George Sr.: He's going to teach me a lesson using my own scare toy?
Gob: The Weatherman wouldn't do it. I think Buster turned him.
George Sr.: Yeah, well, he'll say yes for me. All right, we'll go along with his lesson, but we're going to teach him one of our own. It's got to be a secret, okay? Between a dad and his his favorite son.
Gob: Don't worry, Pop.

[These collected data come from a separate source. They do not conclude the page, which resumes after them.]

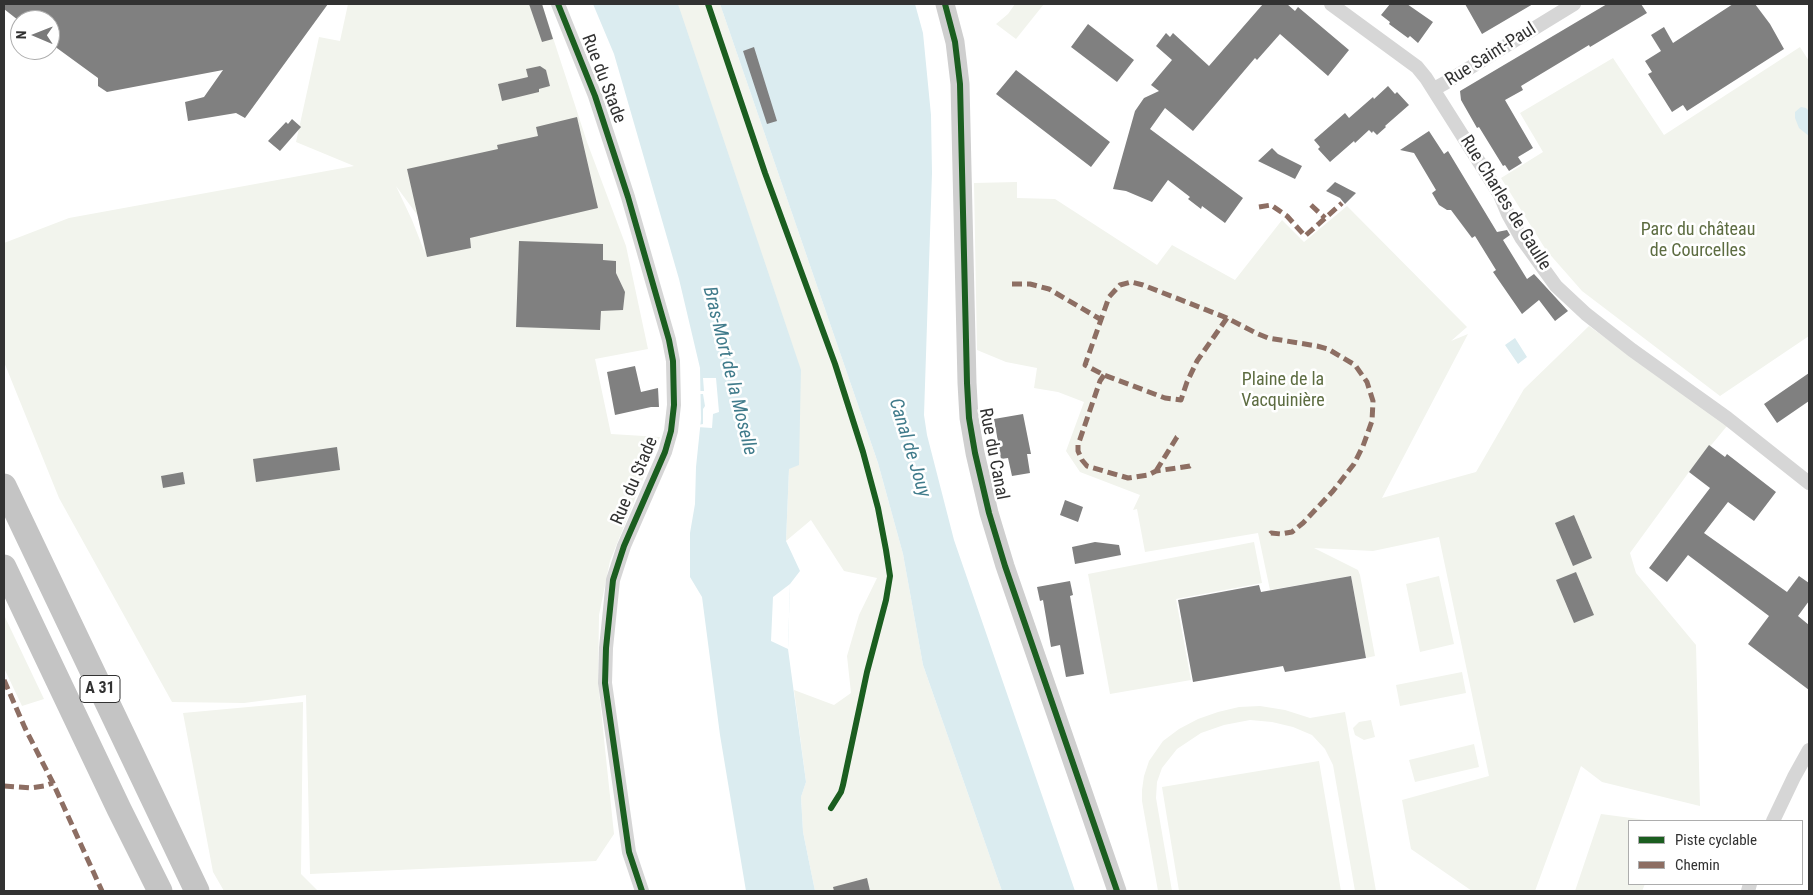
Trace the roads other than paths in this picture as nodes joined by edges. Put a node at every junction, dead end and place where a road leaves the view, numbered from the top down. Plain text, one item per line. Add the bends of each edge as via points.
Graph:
1 (558, 4) edge
2 (945, 4) edge
3 (1332, 4) edge
4 (1574, 4) edge
5 (1434, 89) junction
6 (1809, 483) edge
7 (4, 486) edge
8 (4, 566) edge
9 (1809, 750) edge
10 (1773, 820) edge
11 (160, 891) edge
12 (197, 891) edge
13 (642, 891) edge
14 (1117, 891) edge

1 - 13 street, Rue du Stade via 595,96 628,197 673,361 671,431 613,580 606,648 605,683 629,852
2 - 14 street, Rue du Canal via 955,42 960,84 967,383 975,453 1003,558
3 - 5 street, Rue Charles de Gaulle via 1417,67
4 - 5 street, Rue Saint-Paul
5 - 6 street, Rue Charles de Gaulle via 1500,195 1522,240 1556,286 1632,350 1727,418
7 - 12 highway, A 31
8 - 11 highway, A 31
9 - 10 street

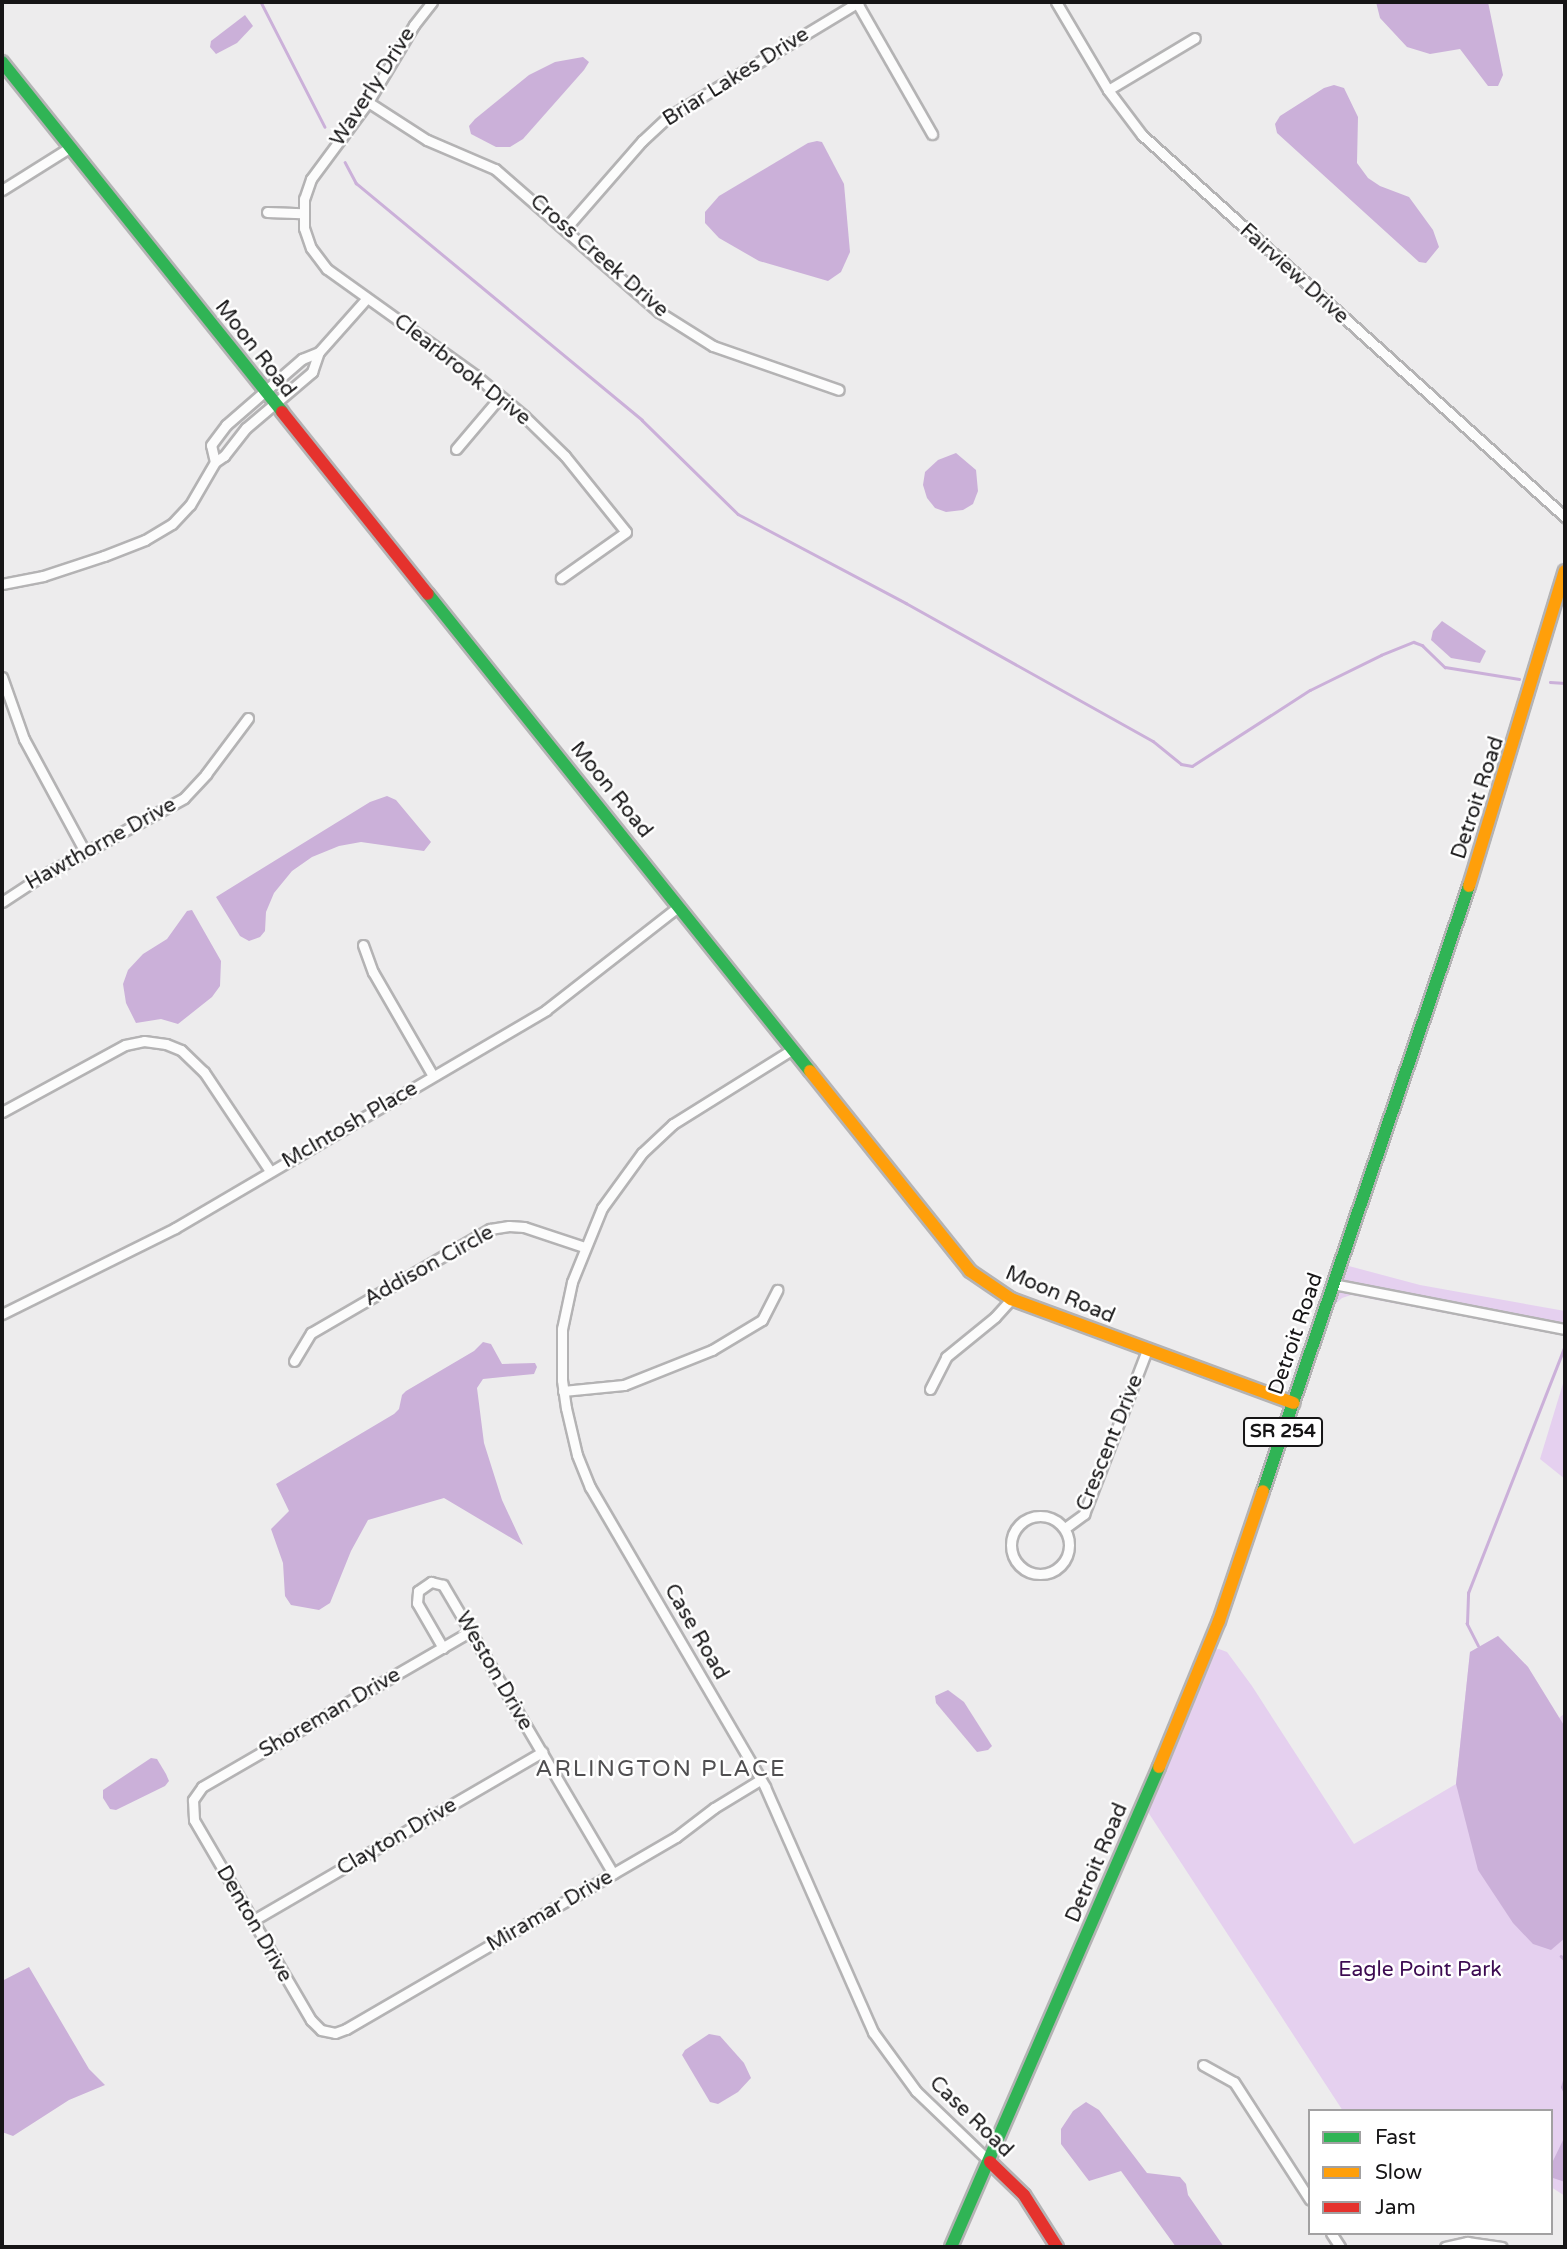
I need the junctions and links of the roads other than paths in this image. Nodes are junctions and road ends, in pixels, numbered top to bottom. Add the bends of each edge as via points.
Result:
1 (432, 2) edge
2 (1056, 2) edge
3 (858, 3) edge
4 (1195, 38) dead end
5 (2, 62) edge
6 (1108, 90) junction
7 (368, 102) junction
8 (932, 134) dead end
9 (69, 148) junction
10 (2, 190) edge
11 (267, 212) dead end
12 (302, 213) junction
13 (566, 228) junction
14 (367, 298) junction
15 (319, 352) junction
16 (839, 390) dead end
17 (263, 391) junction
18 (500, 397) junction
19 (275, 405) junction
20 (456, 449) dead end
21 (215, 461) junction
22 (1565, 517) edge
23 (1565, 571) edge
24 (561, 578) dead end
25 (2, 584) edge
26 (2, 677) edge
27 (248, 718) dead end
28 (85, 852) junction
29 (2, 902) edge
30 (679, 906) junction
31 (363, 945) dead end
32 (793, 1049) junction
33 (433, 1076) junction
34 (2, 1112) edge
35 (270, 1171) junction
36 (584, 1247) junction
37 (1333, 1284) junction
38 (777, 1290) dead end
39 (1012, 1298) junction
40 (2, 1314) edge
41 (1565, 1329) edge
42 (1147, 1350) junction
43 (294, 1361) dead end
44 (930, 1389) dead end
45 (563, 1391) junction
46 (1293, 1403) junction
47 (1065, 1528) junction
48 (471, 1631) junction
49 (443, 1647) junction
50 (542, 1752) junction
51 (760, 1780) junction
52 (192, 1800) joint
53 (613, 1874) junction
54 (252, 1922) junction
55 (335, 2033) joint
56 (1203, 2065) dead end
57 (990, 2162) junction
58 (1308, 2197) edge
59 (951, 2247) edge
60 (1057, 2247) edge
61 (1445, 2247) edge
62 (1502, 2247) edge

1 - 7 street, Waverly Drive
2 - 6 street, Fairview Drive
3 - 8 street
3 - 13 street, Briar Lakes Drive via 668,117
4 - 6 street
5 - 9 street, Moon Road
6 - 22 street, Fairview Drive via 1168,161
7 - 12 street, Waverly Drive via 310,179
7 - 13 street, Cross Creek Drive via 427,139 495,169
9 - 10 street
9 - 17 street, Moon Road
11 - 12 street
12 - 14 street, Clearbrook Drive via 315,254 330,272
13 - 16 street, Cross Creek Drive via 659,312 713,346
14 - 15 street
14 - 18 street, Clearbrook Drive
15 - 17 street via 302,359
15 - 19 street via 312,372
17 - 19 street, Moon Road
17 - 21 street via 211,445
18 - 20 street
18 - 24 street, Clearbrook Drive via 565,456 626,532
19 - 21 street
19 - 30 street, Moon Road
21 - 25 street via 190,505 158,533 66,570
23 - 37 street, Detroit Road / SR 254 via 1483,845
26 - 28 street via 24,739
27 - 28 street, Hawthorne Drive via 184,798
28 - 29 street, Hawthorne Drive
30 - 32 street, Moon Road
30 - 33 street, McIntosh Place via 553,1005
31 - 33 street via 373,972
32 - 36 street, Case Road via 698,1106 663,1133 617,1184
32 - 39 street, Moon Road via 970,1272
33 - 35 street, McIntosh Place
34 - 35 street via 125,1045 159,1042 176,1047 200,1067
35 - 40 street, McIntosh Place via 175,1228
36 - 43 street, Addison Circle via 524,1227 490,1229 311,1333
36 - 45 street, Case Road via 562,1329
37 - 41 street
37 - 46 street, Detroit Road / SR 254
38 - 45 street via 762,1320 712,1349 624,1385
39 - 42 street, Moon Road
39 - 44 street via 946,1357
42 - 46 street, Moon Road
42 - 47 street, Crescent Drive via 1084,1514
45 - 51 street, Case Road via 577,1455 594,1496
46 - 57 street, Detroit Road / SR 254 via 1248,1542 1187,1701
47 - 47 street, Crescent Drive via 1049,1517 1029,1517 1011,1539 1014,1559 1037,1575 1055,1570 1068,1556
48 - 49 street, Shoreman Drive
48 - 49 street, Weston Drive via 443,1586 425,1584 418,1591 417,1603
48 - 50 street, Weston Drive
49 - 52 street, Shoreman Drive via 202,1787
50 - 53 street, Weston Drive
50 - 54 street, Clayton Drive
51 - 53 street, Miramar Drive
51 - 57 street, Case Road via 879,2042 916,2091
52 - 54 street, Denton Drive via 194,1820
53 - 55 street, Miramar Drive
54 - 55 street, Denton Drive via 310,2020 321,2030
56 - 58 street via 1234,2082
57 - 59 street, Detroit Road / SR 254
57 - 60 street, Case Road via 1024,2195
61 - 62 street via 1467,2242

Gob Bluth doesn't cave.
George Sr.: Yeah, you just did for me.
Gob: Well, you asked me to, so I thought...

Quote from Narrator

Narrator: As children, George Sr. would often provoke the boys to fight one another.
George Sr.: [o.s.] He's calling you a liar.
Young Gob: I don't want your cards, Michael!
Narrator: He believed it created a competitive spirit, which equipped them for the challenges of life.
George Sr.: [o.s.] Let's keep it in frame.
Narrator: He also believed footage of the tussles would be a big hit in the burgeoning home video market. He soon franchised the concept with such titles as: Boyfights 2, A Boyfights Cookout, and Backseat Boyfights: The Trip to Uncle Jack's 70th.